● **TASK OBJECTIVE**
Print the entries that appear below, exactly as written and without their pictures.

☆ ☆ ☆ ☆ ☆

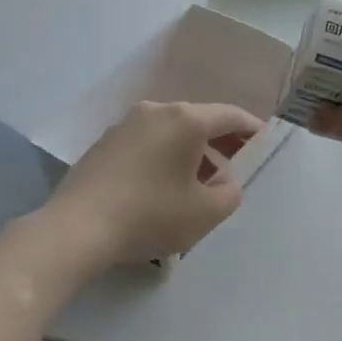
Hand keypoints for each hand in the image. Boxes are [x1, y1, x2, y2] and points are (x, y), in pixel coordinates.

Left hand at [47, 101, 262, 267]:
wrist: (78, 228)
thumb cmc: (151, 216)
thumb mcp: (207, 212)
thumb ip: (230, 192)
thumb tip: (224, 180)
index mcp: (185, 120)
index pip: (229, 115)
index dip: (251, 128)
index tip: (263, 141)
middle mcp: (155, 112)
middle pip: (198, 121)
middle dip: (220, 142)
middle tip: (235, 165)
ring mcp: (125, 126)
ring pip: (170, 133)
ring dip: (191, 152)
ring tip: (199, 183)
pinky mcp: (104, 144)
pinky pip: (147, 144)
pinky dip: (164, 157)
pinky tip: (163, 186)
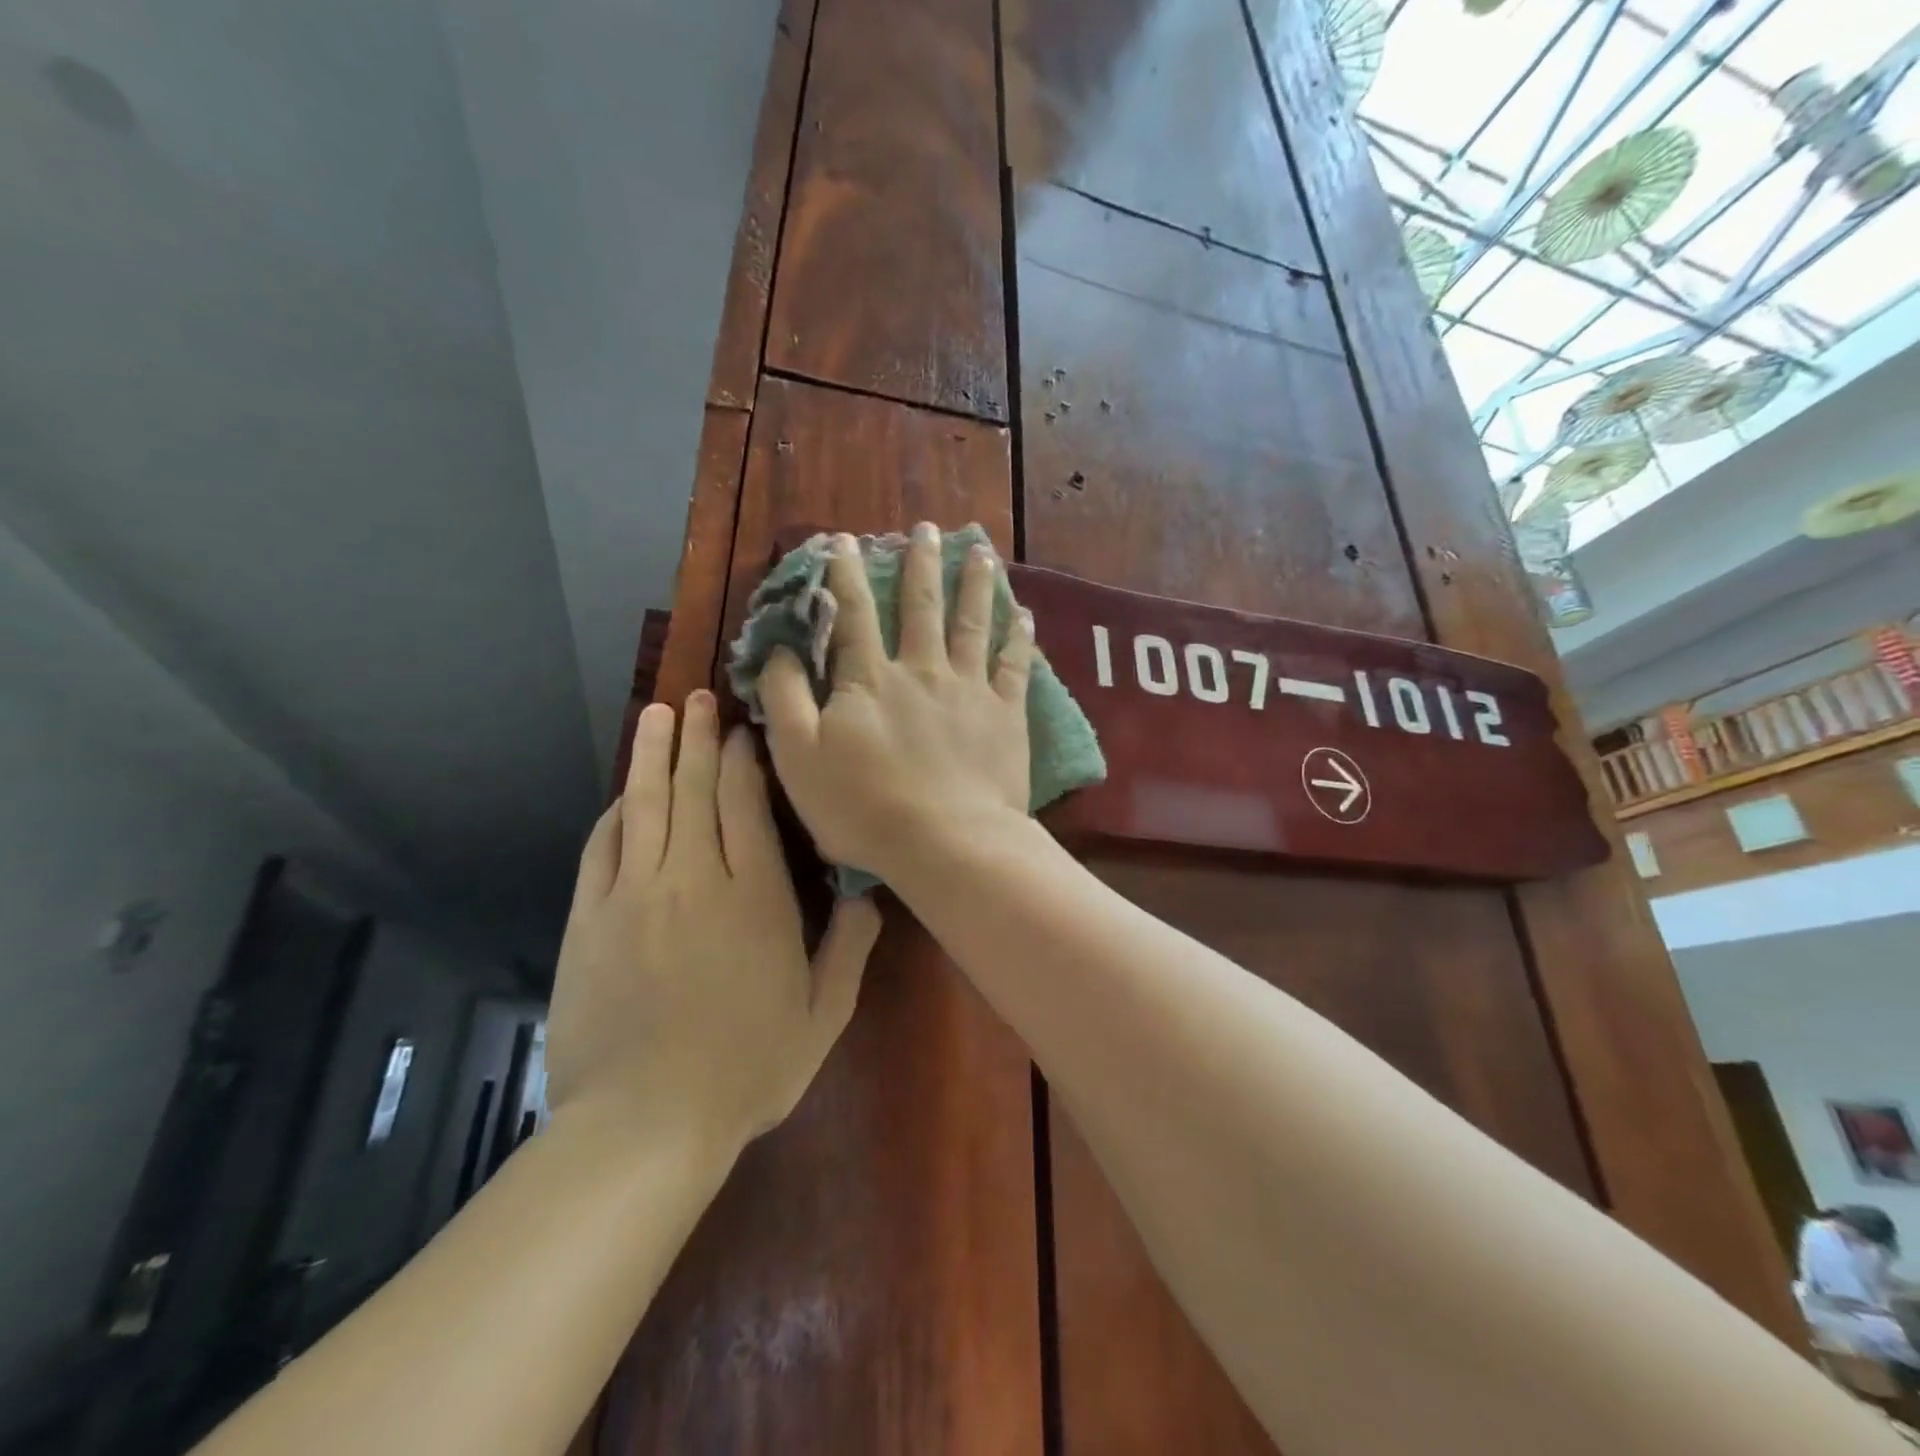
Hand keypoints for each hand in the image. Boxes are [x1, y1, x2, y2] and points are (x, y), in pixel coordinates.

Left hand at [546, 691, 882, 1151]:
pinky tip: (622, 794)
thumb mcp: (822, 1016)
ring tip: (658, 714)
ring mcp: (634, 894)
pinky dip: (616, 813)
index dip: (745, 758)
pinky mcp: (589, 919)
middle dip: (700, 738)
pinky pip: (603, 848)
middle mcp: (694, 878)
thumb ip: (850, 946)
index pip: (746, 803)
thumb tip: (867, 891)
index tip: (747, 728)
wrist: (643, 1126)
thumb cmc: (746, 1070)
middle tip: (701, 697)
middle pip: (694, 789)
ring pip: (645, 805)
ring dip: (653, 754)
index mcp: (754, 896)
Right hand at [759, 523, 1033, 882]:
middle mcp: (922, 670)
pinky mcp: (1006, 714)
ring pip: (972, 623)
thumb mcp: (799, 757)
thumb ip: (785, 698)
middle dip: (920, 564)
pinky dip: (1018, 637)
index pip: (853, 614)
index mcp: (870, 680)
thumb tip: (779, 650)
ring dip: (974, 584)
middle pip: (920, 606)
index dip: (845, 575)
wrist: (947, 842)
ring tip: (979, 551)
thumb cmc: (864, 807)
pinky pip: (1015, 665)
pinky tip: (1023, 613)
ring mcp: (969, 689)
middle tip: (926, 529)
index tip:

☆ ☆ ☆ ☆ ☆

● **ANSWER SPACE**
Hand keypoints for each hand in the image. Boxes are [x1, y1, x2, y2] and points are (x, y), in pixel coordinates.

Left hand at [47, 101, 262, 267]:
wrist: (78, 228)
thumb cmc: (151, 216)
thumb mcp: (207, 212)
thumb ip: (230, 192)
thumb tip: (224, 180)
index mcp: (185, 120)
index pip: (229, 115)
index dip: (251, 128)
index tip: (263, 141)
middle mcp: (155, 112)
middle pip: (198, 121)
middle dip: (220, 142)
middle tip: (235, 165)
ring mcp: (125, 126)
ring pip: (170, 133)
ring dip: (191, 152)
ring tip: (199, 183)
pinky mcp: (104, 144)
pinky pip: (147, 144)
pinky dip: (164, 157)
pinky tip: (163, 186)
Hand keypoints for each hand in the image. Boxes are [x1, y1, x2, y2] and points are (x, y), in pixel coordinates.

Left hand at [546, 691, 882, 1151]:
pinky tip: (622, 794)
thumb mcp: (822, 1016)
ring tip: (658, 714)
ring mcp: (634, 894)
pinky dip: (616, 813)
index dip: (745, 758)
pinky mcp: (589, 919)
middle dip: (700, 738)
pinky pip: (603, 848)
middle mcp: (694, 878)
thumb ip: (850, 946)
index pip: (746, 803)
thumb tip: (867, 891)
index tip: (747, 728)
wrist: (643, 1126)
thumb cmc: (746, 1070)
middle tip: (701, 697)
middle pip: (694, 789)
ring pip: (645, 805)
ring dip: (653, 754)
index mcp: (754, 896)
Right hand at [759, 523, 1033, 882]:
middle mcp: (922, 670)
pinky mcp: (1006, 714)
ring pip: (972, 623)
thumb mcp: (799, 757)
thumb ip: (785, 698)
middle dip: (920, 564)
pinky dip: (1018, 637)
index pip: (853, 614)
index mcp: (870, 680)
thumb tip: (779, 650)
ring dip: (974, 584)
middle pip: (920, 606)
index dip: (845, 575)
wrist: (947, 842)
ring tip: (979, 551)
thumb cmc: (864, 807)
pinky pip: (1015, 665)
pinky tip: (1023, 613)
ring mcp: (969, 689)
middle tip: (926, 529)
index tip:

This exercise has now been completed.